Keypoint text descriptions:
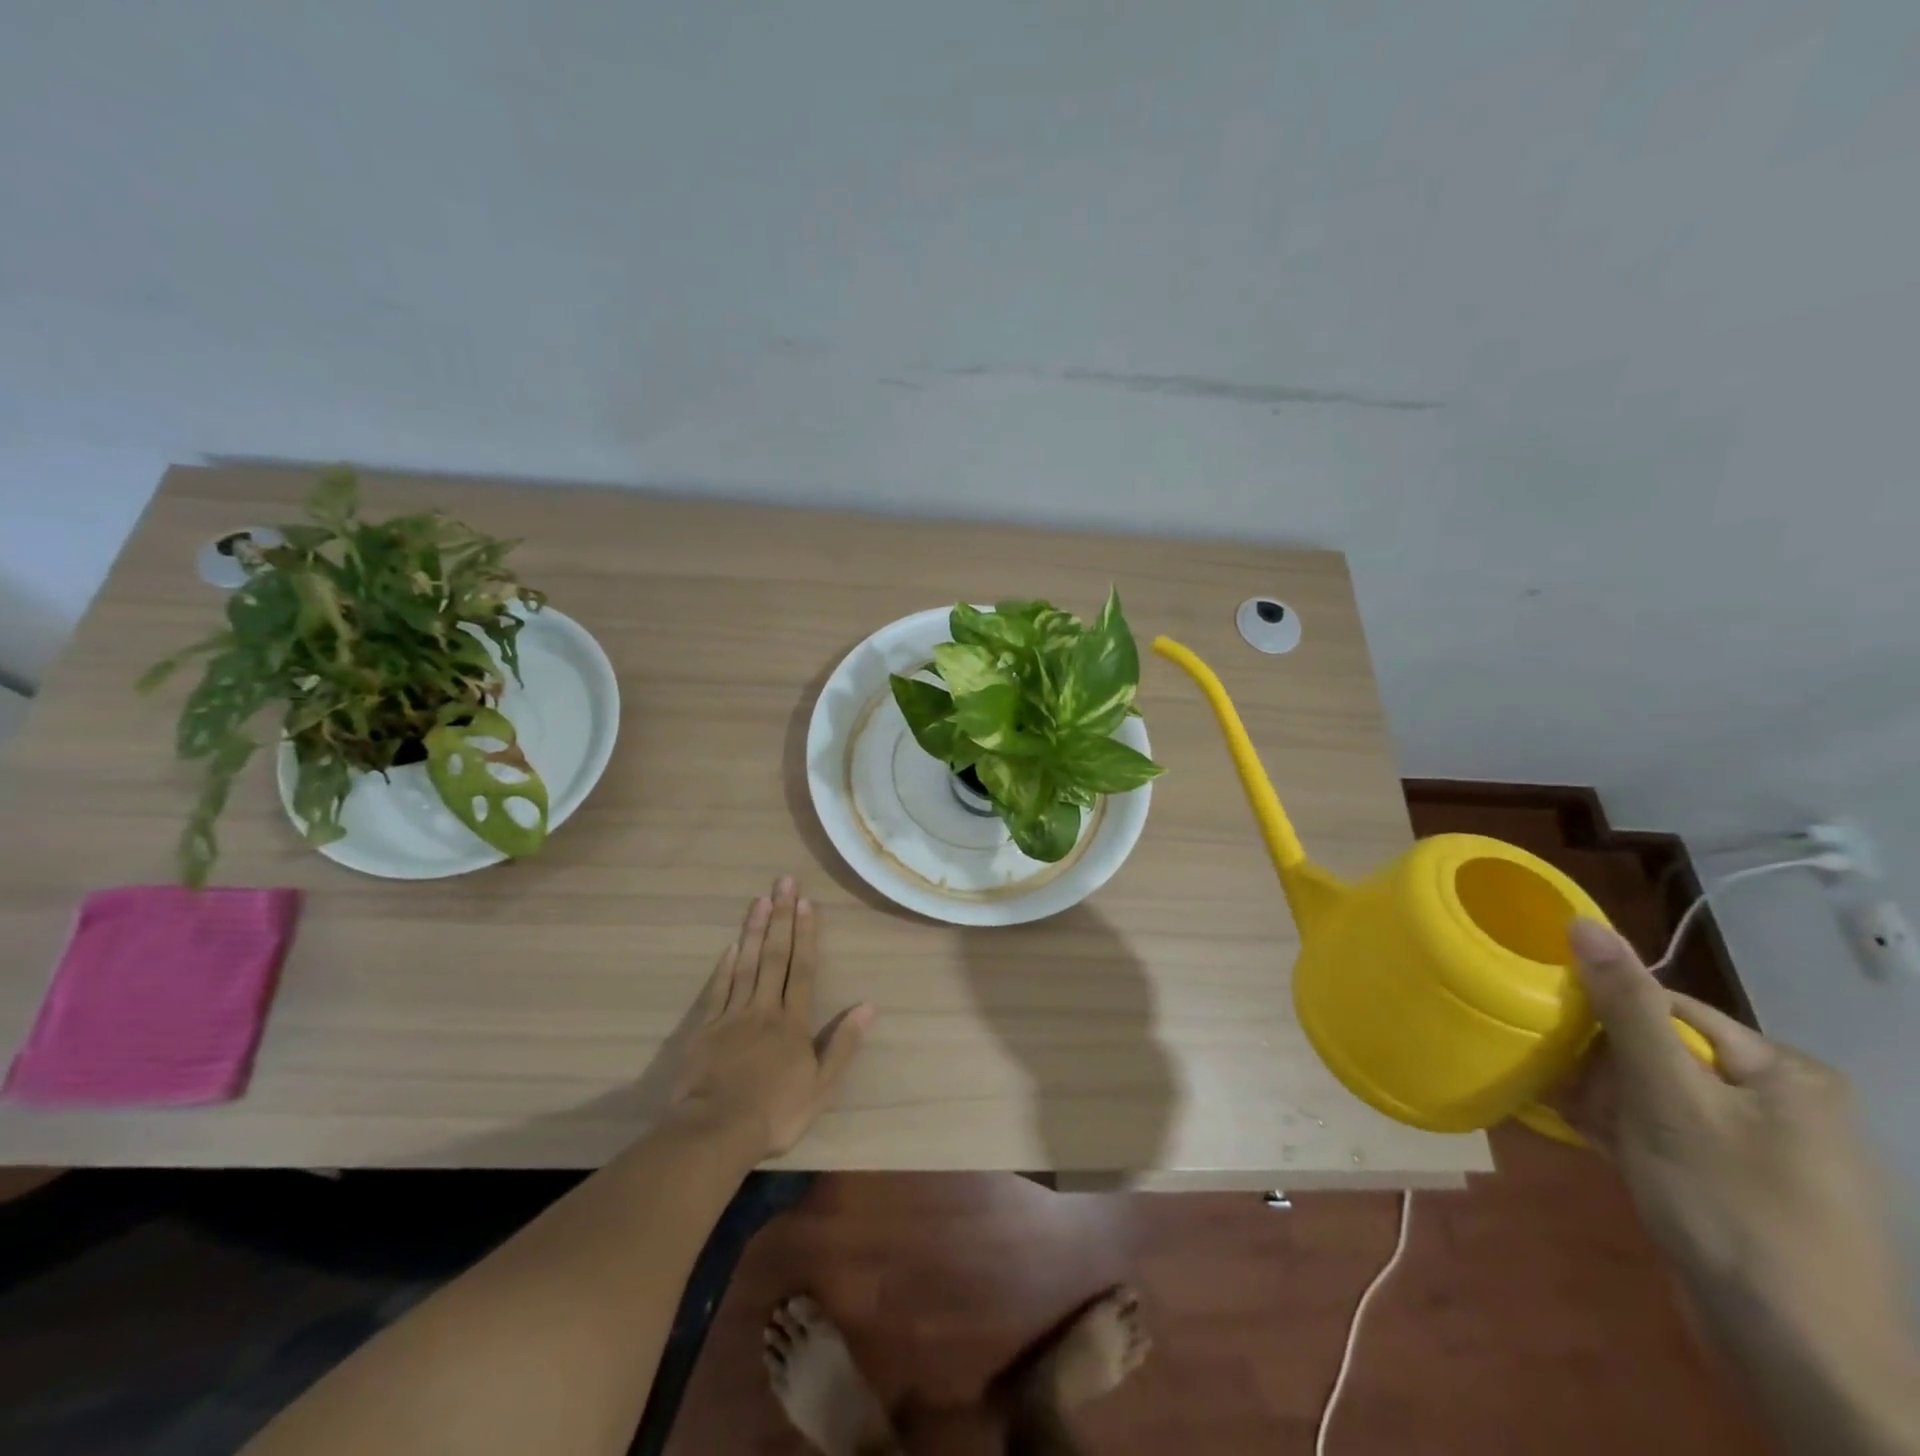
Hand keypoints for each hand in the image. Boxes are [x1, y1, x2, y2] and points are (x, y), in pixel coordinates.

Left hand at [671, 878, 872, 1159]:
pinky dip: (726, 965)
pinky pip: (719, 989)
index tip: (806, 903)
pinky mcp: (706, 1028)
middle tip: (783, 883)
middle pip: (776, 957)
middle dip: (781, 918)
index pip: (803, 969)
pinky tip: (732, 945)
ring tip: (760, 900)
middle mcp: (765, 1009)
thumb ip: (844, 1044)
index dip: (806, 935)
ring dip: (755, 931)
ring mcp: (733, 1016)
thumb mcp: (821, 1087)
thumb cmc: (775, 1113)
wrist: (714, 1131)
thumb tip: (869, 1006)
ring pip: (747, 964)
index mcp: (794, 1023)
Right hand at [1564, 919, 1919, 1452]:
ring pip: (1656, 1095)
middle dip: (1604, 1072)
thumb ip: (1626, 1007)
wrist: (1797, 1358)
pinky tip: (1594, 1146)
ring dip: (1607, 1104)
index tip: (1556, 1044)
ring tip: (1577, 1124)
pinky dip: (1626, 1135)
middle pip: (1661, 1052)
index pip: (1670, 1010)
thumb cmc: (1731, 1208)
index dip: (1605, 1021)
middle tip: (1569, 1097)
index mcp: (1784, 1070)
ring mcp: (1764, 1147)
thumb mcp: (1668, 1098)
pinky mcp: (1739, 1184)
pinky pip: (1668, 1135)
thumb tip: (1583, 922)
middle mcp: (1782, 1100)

**Exercise brief**
Pictures stay out of this copy; write out the entries above exactly.

**Task output**
Hand keypoints for each hand in the image. Boxes are [x1, y1, x2, y2] and points are (x, y), in pixel coordinates.

Left hand at [671, 878, 872, 1159]:
pinky dip: (726, 965)
pinky pip: (719, 989)
index tip: (806, 903)
pinky mcp: (706, 1028)
middle tip: (783, 883)
middle pip: (776, 957)
middle dip: (781, 918)
index pip: (803, 969)
pinky tip: (732, 945)
ring tip: (760, 900)
middle mcp: (765, 1009)
thumb ip: (844, 1044)
index dip: (806, 935)
ring dip: (755, 931)
ring mcp: (733, 1016)
thumb mcp: (821, 1087)
thumb cmc: (775, 1113)
wrist: (714, 1131)
thumb tip: (869, 1006)
ring pip: (747, 964)
index mcp: (794, 1023)
Right hand at [1564, 919, 1919, 1452]:
ring pip: (1656, 1095)
middle dip: (1604, 1072)
thumb ip: (1626, 1007)
wrist: (1797, 1358)
pinky tip: (1594, 1146)
ring dip: (1607, 1104)
index tip: (1556, 1044)
ring tip: (1577, 1124)
pinky dip: (1626, 1135)
middle pip: (1661, 1052)
index pip: (1670, 1010)
thumb cmc: (1731, 1208)
index dip: (1605, 1021)
middle tip: (1569, 1097)
index mcp: (1784, 1070)
ring mcp: (1764, 1147)
thumb mcp: (1668, 1098)
pinky mcp: (1739, 1184)
pinky pip: (1668, 1135)
thumb tip: (1583, 922)
middle mcp: (1782, 1100)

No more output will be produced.